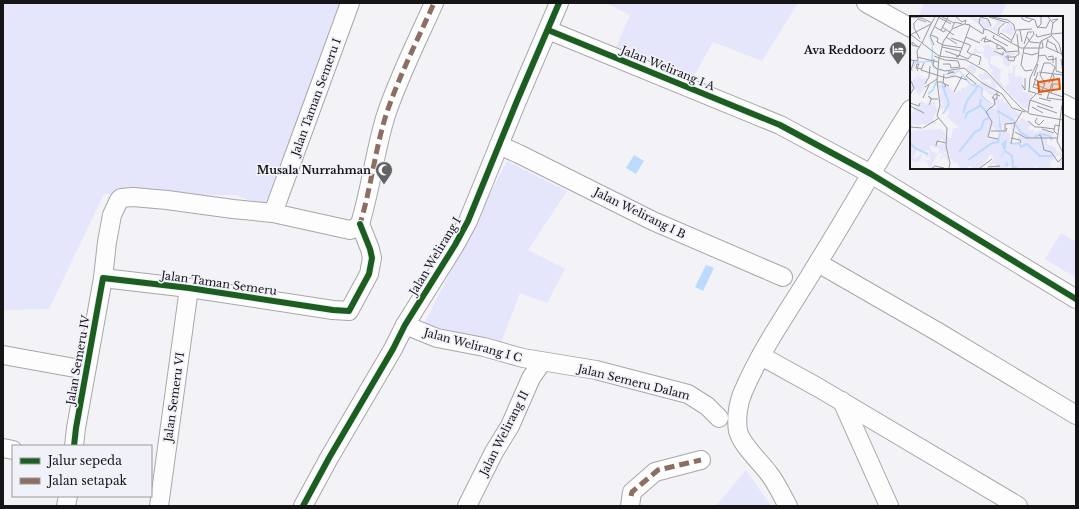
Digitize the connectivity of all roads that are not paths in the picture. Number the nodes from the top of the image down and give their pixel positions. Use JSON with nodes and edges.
#####
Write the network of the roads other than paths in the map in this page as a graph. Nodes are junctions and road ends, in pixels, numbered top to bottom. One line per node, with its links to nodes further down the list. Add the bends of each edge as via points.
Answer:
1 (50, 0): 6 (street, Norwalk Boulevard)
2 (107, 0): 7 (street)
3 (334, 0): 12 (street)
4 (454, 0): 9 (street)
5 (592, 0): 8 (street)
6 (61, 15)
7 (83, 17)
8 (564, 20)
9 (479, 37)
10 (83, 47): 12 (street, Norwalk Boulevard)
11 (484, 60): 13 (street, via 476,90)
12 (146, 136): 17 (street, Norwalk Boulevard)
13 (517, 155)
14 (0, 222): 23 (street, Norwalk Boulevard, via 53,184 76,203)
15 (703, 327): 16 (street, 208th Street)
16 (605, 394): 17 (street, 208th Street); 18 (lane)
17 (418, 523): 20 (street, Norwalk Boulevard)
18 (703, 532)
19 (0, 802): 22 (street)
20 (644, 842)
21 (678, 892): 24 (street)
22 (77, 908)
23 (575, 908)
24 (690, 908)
#####
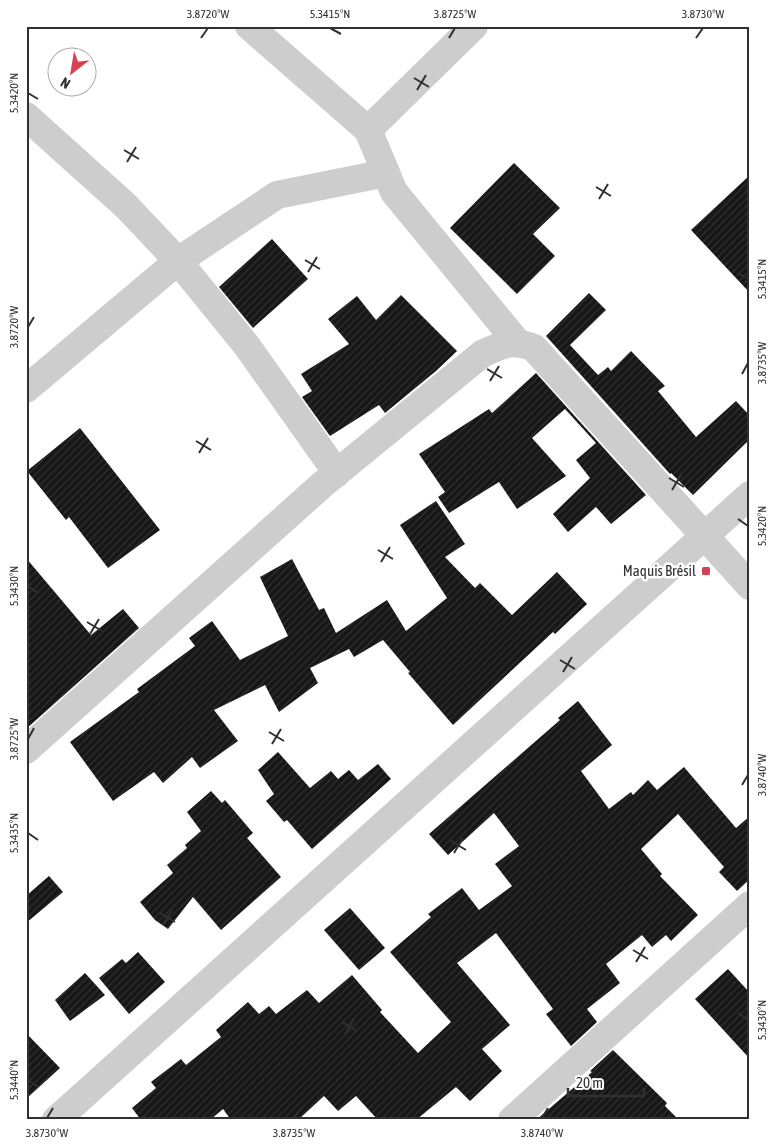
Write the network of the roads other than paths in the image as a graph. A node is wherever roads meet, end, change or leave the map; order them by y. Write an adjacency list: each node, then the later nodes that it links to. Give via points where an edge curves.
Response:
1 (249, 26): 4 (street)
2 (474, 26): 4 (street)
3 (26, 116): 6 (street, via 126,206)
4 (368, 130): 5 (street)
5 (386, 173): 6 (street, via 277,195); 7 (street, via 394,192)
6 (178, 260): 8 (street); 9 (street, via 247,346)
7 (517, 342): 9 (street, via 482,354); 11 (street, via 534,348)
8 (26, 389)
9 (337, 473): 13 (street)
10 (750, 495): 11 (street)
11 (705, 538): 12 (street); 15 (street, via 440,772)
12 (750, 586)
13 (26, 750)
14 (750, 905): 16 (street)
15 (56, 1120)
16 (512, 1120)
#####
> _BRIEF_:
What number of lines in the records contain the word "other"? Answer with that number alone.

> _SOLUTION TO THIS TASK_:
2